*Your goal:* Isolate every line in the data with the string "other" and copy it.

*Data section:*
----------

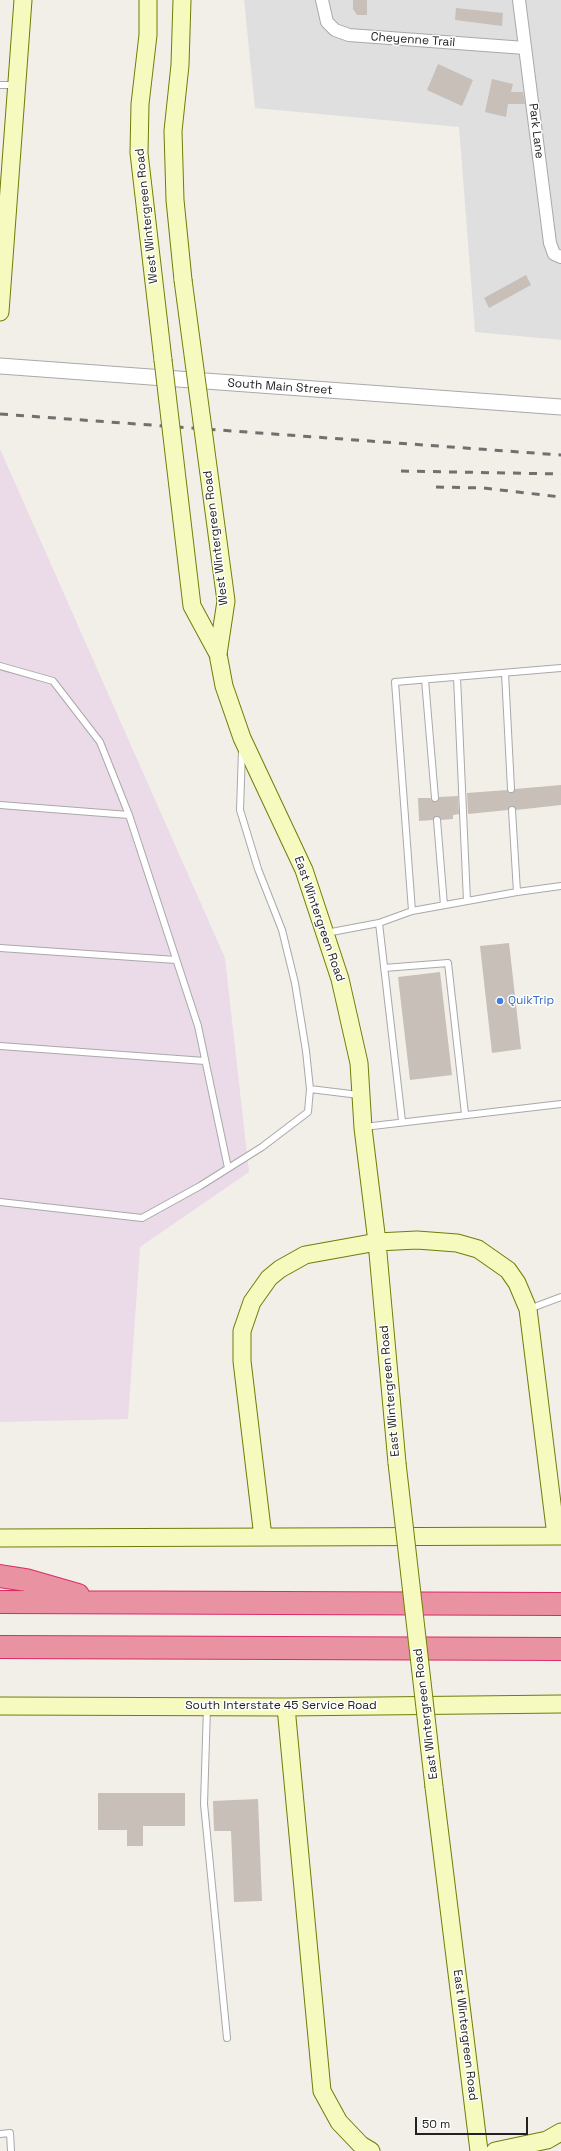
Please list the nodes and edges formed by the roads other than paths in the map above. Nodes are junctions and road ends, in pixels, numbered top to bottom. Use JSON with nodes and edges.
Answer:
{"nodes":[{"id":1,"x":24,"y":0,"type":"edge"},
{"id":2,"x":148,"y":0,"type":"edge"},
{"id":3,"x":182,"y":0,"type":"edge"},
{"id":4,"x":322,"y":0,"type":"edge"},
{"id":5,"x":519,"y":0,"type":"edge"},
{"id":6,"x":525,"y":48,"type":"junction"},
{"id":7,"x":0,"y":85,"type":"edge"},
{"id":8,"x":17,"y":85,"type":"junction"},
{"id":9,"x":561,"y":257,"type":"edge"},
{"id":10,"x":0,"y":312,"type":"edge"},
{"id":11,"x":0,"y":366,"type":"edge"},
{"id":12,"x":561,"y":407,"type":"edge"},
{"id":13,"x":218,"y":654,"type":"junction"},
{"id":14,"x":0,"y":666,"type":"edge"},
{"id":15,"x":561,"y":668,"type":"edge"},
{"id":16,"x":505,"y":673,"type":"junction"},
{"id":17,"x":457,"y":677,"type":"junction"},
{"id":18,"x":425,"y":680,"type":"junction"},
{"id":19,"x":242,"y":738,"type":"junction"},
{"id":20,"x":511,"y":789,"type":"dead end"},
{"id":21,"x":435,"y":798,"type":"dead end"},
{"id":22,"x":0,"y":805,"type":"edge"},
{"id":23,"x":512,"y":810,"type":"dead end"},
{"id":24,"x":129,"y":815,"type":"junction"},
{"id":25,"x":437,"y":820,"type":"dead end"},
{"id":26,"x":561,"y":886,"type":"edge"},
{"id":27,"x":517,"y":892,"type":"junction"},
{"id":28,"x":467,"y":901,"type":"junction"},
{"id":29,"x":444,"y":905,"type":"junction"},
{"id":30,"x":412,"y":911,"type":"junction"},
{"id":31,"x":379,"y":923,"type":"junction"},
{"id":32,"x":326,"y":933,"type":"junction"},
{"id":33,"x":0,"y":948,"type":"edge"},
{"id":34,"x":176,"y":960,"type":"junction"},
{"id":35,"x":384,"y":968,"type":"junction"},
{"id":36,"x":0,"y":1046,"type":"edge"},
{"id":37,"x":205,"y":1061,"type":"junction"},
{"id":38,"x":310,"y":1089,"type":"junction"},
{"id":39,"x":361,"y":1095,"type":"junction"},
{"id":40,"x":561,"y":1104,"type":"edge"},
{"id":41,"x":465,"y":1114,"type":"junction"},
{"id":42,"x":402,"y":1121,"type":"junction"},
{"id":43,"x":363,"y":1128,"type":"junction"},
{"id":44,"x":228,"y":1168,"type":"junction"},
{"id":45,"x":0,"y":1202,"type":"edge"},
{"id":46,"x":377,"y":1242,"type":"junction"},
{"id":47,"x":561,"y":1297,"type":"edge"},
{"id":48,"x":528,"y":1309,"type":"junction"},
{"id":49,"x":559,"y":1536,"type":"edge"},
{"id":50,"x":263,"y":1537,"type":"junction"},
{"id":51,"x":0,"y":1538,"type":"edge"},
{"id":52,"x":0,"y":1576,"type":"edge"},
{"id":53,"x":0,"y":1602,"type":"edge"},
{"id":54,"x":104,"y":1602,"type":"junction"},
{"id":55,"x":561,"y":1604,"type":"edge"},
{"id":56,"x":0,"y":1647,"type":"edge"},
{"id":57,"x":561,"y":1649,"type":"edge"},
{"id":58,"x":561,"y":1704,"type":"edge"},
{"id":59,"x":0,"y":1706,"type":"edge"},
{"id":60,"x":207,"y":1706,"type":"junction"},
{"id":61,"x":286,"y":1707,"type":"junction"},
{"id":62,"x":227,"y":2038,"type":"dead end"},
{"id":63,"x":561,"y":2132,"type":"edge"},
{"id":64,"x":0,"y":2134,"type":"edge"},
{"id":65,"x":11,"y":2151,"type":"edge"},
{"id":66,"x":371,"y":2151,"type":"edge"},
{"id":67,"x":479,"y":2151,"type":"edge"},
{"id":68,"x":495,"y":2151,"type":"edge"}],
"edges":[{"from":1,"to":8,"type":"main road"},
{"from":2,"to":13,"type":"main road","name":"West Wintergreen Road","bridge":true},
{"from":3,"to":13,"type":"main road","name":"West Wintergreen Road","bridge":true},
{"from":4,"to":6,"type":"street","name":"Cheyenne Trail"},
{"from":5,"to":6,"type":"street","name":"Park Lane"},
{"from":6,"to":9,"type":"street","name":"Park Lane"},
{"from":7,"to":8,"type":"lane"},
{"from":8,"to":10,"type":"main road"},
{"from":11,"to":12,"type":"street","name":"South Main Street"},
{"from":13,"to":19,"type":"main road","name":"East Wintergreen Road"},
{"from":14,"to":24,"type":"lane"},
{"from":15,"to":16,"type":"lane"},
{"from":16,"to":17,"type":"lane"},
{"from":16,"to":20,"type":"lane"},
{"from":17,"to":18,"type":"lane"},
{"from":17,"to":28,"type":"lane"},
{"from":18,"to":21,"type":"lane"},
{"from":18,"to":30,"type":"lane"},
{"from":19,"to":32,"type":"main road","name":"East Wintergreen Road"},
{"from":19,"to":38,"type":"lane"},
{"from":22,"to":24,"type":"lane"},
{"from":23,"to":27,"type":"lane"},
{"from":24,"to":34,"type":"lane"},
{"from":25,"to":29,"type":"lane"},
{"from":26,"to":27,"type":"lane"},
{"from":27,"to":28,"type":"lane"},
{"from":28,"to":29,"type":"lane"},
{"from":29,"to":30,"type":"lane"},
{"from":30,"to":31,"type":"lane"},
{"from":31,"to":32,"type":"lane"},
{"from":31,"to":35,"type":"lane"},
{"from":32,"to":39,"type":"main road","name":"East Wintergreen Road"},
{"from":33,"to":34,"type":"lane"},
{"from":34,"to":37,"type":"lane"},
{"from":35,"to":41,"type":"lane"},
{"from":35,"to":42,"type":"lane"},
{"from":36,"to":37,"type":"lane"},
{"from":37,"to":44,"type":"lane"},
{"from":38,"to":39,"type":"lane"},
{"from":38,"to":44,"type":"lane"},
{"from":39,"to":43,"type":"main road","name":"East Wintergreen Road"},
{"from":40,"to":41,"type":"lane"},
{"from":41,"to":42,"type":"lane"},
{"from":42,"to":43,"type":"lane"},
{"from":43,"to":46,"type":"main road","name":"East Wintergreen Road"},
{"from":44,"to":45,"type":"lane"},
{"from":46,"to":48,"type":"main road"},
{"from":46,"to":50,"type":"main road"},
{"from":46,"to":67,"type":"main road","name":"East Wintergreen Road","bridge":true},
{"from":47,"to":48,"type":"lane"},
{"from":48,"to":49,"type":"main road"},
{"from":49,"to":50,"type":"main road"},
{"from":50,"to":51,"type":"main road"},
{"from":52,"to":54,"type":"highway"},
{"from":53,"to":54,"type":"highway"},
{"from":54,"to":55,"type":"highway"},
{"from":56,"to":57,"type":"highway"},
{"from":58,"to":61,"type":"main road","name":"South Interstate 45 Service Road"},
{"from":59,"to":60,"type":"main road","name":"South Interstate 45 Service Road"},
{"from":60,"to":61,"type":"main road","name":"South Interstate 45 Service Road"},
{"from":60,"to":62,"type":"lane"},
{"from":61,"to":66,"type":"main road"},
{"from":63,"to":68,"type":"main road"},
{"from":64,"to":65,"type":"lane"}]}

----------

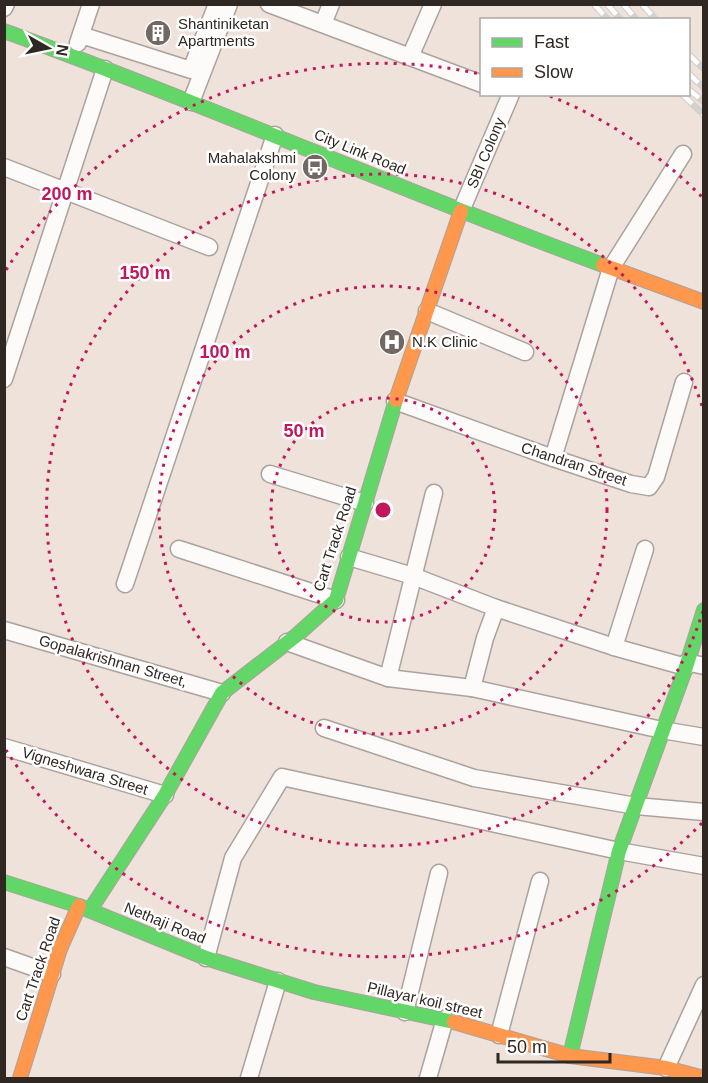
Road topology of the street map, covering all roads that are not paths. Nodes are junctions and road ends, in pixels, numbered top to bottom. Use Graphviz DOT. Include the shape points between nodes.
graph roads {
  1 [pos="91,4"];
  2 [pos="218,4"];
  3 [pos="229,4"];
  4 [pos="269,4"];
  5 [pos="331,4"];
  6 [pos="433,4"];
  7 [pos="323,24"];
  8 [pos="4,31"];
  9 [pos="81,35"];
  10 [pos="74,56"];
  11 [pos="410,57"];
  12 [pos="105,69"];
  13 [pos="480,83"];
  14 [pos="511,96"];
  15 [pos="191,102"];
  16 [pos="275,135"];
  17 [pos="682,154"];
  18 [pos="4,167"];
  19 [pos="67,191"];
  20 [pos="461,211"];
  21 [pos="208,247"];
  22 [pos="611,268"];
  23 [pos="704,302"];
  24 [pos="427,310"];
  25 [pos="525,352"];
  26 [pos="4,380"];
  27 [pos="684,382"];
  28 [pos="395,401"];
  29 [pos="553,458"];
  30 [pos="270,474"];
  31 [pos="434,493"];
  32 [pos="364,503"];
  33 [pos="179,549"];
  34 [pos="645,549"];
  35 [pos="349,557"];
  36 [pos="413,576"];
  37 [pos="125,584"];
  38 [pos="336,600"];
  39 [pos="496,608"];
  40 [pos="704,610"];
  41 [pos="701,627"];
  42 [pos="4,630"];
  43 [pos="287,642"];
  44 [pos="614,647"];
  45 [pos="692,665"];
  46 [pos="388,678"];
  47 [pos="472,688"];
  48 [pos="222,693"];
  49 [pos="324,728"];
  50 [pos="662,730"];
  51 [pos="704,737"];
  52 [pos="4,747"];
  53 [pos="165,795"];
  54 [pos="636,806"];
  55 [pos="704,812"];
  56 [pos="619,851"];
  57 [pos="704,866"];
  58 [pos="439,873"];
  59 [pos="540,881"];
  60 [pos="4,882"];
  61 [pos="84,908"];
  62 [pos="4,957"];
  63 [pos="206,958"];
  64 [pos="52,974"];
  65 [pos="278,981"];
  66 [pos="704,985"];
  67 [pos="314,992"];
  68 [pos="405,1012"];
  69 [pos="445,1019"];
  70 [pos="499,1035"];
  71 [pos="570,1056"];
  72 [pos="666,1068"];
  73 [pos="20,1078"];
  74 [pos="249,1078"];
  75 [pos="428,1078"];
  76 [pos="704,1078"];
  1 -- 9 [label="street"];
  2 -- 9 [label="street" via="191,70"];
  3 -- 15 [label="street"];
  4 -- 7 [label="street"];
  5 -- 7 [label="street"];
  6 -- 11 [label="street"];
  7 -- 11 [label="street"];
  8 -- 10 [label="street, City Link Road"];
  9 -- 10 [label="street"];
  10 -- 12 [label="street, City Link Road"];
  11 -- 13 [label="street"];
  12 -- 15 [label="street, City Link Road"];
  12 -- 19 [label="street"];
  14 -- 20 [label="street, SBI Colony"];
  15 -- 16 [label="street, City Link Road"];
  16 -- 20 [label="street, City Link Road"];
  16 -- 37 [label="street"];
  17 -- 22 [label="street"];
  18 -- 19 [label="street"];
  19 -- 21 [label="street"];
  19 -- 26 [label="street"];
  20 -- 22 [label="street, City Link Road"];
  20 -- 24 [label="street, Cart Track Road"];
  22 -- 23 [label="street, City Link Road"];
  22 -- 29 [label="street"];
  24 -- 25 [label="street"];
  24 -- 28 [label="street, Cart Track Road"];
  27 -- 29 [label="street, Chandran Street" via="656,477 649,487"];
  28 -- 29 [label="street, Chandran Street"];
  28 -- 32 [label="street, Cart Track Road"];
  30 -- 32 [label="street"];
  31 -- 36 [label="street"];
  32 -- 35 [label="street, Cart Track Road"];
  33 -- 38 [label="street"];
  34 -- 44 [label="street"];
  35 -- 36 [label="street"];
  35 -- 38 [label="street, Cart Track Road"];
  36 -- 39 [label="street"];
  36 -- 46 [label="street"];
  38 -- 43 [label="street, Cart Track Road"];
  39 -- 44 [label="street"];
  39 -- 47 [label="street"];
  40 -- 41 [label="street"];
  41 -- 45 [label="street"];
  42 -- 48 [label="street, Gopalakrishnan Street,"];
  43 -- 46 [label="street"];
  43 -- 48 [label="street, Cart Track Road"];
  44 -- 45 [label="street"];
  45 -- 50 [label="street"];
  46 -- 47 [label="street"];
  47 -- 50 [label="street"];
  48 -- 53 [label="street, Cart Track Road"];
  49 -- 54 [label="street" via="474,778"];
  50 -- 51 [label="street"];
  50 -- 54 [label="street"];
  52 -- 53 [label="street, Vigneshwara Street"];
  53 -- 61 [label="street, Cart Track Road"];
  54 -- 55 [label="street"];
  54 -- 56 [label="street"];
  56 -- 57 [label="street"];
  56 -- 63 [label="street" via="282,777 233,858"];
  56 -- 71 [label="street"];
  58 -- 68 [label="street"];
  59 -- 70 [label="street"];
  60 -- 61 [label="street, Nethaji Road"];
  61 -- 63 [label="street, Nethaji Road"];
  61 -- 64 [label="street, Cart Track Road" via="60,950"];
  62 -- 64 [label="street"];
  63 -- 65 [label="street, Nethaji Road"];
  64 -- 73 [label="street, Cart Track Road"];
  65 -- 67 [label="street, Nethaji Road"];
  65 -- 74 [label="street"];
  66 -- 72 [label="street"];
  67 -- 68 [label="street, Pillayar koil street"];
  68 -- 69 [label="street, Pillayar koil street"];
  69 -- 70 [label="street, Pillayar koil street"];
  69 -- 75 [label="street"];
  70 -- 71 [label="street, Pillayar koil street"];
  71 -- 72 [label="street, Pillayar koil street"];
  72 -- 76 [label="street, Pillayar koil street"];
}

----------

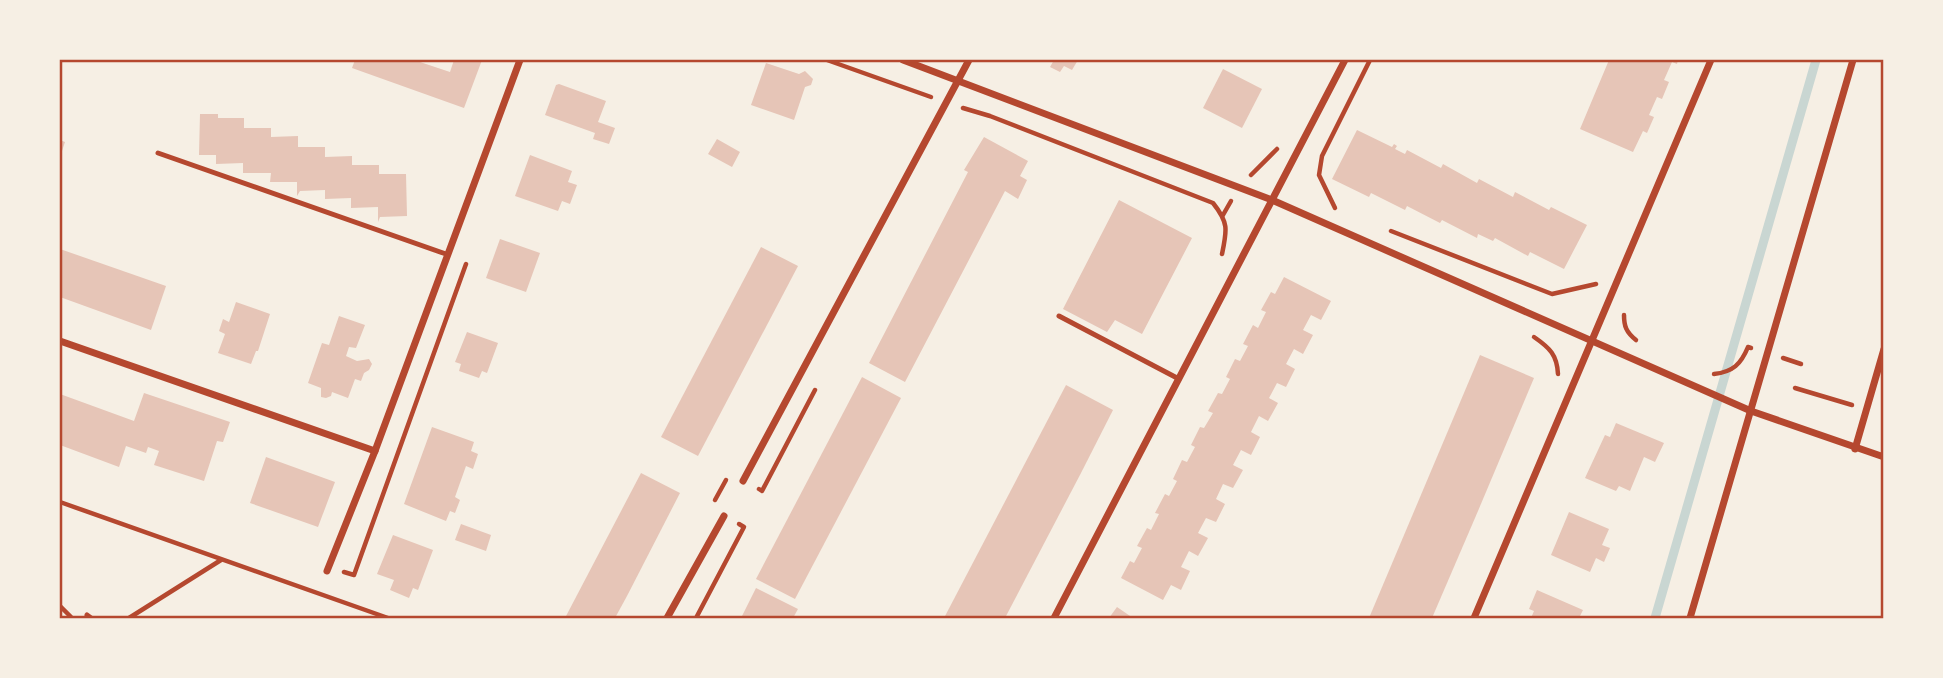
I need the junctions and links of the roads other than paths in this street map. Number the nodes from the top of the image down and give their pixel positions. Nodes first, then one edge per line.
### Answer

----------

*Response to the exercise:*
Please list the nodes and edges formed by the roads other than paths in the map above. Nodes are junctions and road ends, in pixels, numbered top to bottom. Use JSON with nodes and edges.
I need the junctions and links of the roads other than paths in this street map. Number the nodes from the top of the image down and give their pixel positions. Nodes first, then one edge per line.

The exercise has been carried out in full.